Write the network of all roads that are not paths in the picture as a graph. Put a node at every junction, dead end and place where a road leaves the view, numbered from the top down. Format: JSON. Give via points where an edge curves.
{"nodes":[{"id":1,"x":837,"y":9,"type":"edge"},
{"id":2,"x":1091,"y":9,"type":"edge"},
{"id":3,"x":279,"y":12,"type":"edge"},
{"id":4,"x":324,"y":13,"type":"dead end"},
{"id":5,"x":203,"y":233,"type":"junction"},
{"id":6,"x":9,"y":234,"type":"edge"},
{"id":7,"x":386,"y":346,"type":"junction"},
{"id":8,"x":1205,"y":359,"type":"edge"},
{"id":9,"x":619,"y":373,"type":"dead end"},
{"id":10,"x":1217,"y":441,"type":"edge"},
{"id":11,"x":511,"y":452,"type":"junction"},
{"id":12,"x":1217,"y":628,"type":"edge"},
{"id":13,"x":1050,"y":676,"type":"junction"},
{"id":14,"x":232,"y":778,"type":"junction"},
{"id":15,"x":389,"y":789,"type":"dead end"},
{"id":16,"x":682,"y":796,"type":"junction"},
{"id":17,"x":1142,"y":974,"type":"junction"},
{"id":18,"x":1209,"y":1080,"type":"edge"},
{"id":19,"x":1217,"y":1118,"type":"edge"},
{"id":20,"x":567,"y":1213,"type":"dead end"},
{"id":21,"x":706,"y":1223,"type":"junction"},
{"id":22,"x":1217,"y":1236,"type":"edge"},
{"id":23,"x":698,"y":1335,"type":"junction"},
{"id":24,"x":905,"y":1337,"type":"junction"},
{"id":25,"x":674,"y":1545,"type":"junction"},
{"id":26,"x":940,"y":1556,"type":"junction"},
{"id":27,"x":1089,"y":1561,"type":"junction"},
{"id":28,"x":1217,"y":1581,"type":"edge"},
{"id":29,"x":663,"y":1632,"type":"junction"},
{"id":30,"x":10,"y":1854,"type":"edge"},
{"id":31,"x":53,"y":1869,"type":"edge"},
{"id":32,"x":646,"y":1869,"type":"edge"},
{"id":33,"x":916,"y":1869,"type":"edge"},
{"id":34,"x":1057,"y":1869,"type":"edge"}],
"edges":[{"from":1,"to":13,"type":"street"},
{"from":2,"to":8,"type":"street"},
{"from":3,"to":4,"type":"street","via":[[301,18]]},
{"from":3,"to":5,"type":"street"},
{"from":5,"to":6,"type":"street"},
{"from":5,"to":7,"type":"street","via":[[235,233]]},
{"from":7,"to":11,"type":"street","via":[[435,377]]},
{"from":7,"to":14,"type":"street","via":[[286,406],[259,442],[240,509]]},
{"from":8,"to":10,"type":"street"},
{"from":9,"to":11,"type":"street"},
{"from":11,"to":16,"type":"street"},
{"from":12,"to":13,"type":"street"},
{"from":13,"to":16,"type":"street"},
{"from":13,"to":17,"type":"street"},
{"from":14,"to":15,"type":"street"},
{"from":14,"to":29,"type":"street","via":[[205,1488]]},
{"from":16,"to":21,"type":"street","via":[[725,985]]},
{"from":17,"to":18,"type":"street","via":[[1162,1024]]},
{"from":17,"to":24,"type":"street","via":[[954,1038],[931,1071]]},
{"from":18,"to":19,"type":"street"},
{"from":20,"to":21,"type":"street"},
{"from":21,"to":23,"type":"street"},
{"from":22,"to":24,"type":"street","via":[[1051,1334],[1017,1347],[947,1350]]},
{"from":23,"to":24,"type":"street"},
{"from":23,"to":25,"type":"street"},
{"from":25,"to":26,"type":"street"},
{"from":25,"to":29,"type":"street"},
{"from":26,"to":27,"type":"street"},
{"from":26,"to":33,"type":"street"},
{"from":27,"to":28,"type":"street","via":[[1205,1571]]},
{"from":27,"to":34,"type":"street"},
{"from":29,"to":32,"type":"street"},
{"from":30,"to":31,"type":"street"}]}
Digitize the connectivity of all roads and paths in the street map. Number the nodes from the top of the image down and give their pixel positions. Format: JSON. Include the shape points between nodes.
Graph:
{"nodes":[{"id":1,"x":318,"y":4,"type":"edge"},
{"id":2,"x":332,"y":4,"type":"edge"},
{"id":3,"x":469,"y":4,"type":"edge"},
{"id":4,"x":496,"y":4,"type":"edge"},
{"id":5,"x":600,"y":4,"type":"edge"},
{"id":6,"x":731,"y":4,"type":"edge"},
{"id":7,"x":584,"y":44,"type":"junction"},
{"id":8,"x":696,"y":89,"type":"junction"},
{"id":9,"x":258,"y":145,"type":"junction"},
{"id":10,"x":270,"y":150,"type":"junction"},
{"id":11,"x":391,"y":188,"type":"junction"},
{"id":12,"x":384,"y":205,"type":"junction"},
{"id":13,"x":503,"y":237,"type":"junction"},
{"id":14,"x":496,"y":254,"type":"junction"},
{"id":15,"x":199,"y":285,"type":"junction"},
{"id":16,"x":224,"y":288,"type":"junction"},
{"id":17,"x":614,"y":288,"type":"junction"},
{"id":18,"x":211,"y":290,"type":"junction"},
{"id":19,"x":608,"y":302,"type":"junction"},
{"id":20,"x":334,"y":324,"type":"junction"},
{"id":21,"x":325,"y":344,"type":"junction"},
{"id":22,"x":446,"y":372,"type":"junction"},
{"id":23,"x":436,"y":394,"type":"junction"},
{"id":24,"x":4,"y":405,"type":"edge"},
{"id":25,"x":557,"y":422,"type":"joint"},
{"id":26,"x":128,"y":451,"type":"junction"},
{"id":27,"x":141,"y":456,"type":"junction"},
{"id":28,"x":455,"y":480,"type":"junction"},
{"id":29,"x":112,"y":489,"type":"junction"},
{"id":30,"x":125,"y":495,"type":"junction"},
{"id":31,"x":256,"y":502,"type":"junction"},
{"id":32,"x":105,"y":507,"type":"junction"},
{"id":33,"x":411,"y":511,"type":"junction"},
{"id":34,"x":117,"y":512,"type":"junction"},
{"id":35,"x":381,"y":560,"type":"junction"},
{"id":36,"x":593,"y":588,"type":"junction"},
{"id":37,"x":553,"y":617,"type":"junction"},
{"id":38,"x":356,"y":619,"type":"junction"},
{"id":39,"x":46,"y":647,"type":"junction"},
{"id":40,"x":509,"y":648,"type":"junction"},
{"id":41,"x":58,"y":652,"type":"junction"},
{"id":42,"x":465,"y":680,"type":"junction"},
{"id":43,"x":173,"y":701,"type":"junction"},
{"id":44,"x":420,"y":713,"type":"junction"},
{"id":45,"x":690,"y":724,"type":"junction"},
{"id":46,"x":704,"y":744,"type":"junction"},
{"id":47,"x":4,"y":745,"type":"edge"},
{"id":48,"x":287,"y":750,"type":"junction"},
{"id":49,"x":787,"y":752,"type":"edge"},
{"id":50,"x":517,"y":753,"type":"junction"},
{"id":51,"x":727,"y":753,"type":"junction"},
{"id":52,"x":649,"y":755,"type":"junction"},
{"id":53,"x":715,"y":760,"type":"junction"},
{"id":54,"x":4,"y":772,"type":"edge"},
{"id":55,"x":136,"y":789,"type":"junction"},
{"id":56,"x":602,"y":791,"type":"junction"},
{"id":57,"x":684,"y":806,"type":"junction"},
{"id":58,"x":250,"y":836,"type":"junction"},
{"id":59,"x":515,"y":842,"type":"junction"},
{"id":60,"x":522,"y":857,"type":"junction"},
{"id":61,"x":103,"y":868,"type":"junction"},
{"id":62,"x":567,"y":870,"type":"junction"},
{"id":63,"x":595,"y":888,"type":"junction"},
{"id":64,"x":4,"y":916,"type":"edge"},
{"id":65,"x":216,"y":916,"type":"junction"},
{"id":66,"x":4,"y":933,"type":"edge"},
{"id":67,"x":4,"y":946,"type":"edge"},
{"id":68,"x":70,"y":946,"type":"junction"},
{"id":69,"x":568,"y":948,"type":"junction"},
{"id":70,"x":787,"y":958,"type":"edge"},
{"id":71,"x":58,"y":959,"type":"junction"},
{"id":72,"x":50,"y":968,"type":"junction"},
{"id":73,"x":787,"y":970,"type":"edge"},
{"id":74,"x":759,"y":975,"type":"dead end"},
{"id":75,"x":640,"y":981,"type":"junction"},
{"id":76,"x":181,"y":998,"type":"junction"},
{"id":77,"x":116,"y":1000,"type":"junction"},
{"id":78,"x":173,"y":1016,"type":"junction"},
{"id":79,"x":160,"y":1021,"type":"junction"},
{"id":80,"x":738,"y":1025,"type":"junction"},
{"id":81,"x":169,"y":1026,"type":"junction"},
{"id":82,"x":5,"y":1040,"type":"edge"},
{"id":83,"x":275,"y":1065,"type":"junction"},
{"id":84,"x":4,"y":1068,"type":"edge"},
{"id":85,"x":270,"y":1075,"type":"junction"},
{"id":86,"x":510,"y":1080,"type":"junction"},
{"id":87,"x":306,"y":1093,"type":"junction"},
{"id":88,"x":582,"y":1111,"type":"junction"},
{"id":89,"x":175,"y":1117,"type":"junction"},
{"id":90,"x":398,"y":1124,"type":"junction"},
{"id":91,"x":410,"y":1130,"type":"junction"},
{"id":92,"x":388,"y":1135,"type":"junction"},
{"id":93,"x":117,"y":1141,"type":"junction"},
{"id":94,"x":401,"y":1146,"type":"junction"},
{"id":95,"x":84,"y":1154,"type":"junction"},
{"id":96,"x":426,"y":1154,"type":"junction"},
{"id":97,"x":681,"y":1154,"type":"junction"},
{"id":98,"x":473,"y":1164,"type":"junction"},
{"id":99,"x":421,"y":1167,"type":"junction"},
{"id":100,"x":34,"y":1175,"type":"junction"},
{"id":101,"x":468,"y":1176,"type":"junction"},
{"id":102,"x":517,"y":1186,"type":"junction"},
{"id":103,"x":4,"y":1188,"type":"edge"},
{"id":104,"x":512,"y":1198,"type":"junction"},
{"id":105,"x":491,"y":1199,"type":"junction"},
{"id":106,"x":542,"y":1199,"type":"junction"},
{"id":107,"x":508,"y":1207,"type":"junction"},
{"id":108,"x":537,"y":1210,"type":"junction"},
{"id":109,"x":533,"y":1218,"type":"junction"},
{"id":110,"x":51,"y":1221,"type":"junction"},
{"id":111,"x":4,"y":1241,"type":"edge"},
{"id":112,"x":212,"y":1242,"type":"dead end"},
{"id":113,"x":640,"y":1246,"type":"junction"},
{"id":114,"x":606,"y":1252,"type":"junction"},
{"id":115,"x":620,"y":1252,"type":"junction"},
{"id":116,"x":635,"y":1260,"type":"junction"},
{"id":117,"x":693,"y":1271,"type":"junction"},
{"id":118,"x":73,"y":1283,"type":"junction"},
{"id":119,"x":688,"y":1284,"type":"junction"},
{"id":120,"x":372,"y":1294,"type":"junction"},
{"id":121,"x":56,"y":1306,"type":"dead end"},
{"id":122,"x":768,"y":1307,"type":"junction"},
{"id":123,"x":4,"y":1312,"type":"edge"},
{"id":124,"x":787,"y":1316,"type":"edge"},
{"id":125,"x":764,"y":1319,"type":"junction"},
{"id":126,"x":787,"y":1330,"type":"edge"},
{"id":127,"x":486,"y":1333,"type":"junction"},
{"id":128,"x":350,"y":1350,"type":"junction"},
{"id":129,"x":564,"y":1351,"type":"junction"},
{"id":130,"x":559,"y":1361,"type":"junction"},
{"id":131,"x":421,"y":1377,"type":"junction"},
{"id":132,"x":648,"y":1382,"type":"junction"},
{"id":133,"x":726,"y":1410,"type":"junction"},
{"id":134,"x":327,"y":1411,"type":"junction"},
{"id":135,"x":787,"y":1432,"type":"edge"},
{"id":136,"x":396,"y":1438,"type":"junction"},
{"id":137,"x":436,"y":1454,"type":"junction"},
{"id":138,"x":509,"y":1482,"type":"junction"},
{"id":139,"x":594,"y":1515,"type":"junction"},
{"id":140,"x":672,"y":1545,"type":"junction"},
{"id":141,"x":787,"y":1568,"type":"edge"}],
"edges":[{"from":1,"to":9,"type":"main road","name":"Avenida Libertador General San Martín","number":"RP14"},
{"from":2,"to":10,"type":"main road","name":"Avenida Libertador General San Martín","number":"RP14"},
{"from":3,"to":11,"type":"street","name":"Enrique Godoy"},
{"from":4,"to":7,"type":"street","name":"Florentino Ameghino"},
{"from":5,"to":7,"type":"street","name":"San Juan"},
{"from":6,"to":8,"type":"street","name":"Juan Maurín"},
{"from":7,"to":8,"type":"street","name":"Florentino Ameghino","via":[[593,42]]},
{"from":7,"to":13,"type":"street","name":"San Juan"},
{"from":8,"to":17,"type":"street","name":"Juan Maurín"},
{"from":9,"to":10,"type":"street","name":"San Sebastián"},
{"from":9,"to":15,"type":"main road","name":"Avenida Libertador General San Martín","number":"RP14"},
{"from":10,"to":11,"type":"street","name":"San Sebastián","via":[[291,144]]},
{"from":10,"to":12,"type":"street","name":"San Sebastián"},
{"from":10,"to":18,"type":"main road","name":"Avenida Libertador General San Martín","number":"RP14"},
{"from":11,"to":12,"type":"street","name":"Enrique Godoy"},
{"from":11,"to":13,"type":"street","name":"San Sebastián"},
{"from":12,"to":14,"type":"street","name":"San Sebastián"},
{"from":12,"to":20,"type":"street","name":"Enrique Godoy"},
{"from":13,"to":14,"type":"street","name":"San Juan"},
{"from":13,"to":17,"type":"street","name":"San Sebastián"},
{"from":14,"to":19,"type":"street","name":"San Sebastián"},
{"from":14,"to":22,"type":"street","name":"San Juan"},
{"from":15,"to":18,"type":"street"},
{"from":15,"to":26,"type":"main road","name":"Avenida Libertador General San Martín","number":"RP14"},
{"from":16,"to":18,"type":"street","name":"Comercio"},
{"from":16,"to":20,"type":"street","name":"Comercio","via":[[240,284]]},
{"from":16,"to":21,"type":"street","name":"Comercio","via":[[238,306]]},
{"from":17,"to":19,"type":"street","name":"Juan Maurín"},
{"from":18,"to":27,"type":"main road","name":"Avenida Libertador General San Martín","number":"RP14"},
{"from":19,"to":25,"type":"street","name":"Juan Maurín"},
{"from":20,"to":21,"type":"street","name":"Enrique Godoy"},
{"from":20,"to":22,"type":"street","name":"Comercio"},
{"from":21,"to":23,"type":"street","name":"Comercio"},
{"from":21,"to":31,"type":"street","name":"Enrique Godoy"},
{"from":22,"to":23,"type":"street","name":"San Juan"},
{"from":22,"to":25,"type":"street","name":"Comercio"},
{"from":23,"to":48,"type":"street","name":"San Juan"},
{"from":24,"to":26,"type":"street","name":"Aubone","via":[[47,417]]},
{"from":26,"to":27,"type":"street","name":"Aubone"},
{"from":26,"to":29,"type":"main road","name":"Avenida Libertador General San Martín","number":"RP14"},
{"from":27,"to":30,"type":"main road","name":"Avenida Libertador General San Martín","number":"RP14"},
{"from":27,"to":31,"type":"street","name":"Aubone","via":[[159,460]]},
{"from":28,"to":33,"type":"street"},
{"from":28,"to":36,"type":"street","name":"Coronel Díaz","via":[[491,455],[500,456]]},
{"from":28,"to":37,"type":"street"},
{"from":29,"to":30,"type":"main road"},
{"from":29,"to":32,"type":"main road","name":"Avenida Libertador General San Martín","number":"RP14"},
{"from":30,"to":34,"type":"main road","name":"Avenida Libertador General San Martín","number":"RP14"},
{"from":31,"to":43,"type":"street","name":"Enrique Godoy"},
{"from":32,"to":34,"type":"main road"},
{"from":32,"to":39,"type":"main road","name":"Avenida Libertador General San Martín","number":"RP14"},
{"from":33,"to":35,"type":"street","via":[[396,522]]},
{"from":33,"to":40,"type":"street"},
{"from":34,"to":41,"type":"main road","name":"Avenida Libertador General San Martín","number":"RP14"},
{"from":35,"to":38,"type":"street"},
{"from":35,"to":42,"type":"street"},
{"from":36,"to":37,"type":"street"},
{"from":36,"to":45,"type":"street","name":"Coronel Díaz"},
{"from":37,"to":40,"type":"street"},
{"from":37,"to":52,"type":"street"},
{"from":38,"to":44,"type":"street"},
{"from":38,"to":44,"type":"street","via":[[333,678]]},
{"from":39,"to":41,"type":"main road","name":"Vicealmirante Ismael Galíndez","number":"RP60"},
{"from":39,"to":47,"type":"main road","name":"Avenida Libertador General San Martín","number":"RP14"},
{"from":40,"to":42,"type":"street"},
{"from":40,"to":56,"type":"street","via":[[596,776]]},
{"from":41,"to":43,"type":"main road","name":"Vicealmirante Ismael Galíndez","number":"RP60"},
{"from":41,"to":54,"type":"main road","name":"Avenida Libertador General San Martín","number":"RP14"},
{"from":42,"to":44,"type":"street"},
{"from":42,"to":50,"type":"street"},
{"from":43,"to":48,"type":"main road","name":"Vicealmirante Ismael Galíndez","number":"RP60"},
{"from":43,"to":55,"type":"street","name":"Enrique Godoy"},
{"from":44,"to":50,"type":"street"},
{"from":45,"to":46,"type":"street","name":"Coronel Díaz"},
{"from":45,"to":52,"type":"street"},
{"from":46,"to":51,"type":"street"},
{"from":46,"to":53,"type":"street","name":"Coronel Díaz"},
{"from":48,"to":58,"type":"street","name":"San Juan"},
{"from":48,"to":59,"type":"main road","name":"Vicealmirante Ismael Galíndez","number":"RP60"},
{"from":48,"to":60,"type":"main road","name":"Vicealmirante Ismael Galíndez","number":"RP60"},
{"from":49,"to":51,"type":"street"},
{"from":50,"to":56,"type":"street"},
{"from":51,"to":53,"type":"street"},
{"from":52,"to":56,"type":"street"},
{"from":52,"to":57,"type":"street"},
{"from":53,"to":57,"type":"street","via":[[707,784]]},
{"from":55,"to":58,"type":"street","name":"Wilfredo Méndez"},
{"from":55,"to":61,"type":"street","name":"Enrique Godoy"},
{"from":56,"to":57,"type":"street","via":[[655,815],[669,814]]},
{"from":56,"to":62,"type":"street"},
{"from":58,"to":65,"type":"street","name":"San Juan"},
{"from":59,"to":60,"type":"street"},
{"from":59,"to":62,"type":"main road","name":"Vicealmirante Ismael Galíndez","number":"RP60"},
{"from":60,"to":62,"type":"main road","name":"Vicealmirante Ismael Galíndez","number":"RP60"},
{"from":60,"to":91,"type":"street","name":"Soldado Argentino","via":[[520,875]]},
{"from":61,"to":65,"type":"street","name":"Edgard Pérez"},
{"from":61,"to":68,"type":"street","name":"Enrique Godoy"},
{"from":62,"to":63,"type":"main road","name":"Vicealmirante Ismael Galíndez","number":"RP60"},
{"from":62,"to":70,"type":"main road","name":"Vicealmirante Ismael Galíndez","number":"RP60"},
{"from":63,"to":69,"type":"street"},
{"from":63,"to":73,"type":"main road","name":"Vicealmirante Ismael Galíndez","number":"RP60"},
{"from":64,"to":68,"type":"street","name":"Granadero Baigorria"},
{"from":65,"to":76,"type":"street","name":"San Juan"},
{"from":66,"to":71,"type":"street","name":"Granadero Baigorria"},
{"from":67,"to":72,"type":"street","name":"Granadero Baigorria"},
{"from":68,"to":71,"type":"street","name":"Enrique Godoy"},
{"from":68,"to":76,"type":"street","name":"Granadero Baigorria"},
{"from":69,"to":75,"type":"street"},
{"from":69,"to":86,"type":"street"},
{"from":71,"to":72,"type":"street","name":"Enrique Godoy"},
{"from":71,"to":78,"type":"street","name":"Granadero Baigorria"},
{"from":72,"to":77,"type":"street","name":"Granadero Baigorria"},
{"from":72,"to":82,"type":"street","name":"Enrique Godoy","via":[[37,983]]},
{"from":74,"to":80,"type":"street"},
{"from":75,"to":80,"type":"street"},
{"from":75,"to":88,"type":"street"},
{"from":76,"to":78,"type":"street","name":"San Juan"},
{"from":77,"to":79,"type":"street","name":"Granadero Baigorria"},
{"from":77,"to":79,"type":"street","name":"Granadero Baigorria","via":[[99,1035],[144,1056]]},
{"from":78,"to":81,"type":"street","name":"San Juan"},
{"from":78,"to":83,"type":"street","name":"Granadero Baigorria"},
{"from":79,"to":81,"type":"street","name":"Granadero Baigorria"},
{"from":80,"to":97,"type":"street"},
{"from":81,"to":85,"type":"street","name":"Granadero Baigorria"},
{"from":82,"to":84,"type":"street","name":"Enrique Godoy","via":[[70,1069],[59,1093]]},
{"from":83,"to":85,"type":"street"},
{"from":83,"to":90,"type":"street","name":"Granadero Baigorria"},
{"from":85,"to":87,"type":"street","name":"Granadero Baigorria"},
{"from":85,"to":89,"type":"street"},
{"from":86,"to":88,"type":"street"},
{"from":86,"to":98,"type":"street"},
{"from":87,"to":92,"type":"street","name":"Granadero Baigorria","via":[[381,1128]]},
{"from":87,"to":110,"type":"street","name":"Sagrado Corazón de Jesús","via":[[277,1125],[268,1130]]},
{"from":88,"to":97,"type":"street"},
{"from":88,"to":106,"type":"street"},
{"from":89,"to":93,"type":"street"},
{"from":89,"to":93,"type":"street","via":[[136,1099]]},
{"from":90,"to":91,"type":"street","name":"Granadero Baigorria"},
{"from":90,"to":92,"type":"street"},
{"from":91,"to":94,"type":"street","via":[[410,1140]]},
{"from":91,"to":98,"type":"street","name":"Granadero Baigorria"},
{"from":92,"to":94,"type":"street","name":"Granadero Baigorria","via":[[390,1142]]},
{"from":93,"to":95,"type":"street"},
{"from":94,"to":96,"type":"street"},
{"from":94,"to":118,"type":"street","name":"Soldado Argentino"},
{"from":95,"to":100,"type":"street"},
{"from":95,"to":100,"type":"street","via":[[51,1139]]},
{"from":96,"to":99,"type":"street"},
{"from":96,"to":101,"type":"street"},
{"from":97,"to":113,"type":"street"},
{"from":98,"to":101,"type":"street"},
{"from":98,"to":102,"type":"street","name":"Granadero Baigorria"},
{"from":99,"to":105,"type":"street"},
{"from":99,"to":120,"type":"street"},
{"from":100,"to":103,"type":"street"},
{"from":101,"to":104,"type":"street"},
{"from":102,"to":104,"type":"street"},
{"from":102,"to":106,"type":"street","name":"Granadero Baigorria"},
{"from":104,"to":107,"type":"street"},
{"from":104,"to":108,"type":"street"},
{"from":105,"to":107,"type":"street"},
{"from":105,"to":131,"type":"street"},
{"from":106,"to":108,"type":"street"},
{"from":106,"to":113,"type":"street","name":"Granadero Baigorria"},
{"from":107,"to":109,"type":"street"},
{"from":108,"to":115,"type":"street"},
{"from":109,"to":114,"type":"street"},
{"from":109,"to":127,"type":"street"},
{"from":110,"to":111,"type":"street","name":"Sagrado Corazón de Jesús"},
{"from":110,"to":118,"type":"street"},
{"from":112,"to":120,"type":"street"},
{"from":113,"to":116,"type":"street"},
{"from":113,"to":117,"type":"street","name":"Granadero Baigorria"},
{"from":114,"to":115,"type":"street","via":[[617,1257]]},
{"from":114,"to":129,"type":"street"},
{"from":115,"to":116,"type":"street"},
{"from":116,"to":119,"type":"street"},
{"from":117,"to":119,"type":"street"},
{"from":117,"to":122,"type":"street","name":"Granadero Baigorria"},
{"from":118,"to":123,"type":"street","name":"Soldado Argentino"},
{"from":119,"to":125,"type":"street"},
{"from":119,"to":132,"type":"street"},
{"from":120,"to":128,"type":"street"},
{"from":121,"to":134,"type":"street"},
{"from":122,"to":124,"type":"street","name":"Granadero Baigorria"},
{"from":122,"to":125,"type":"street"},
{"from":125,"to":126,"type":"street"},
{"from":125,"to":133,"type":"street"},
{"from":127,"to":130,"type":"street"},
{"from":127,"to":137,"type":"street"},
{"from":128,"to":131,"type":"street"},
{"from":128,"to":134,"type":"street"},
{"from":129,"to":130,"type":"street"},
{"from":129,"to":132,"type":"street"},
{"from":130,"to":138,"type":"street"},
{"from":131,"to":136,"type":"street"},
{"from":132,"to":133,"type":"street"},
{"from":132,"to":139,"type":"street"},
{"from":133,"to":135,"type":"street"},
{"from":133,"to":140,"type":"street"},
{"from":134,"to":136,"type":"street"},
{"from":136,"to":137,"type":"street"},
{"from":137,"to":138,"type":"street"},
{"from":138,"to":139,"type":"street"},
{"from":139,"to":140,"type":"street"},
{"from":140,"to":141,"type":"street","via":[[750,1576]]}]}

------------------------------

**Problem:** Wherever the word "Corazón" turns up in a line of the listing, that line counts; report the total as a lone number.

**Exercise output:** 2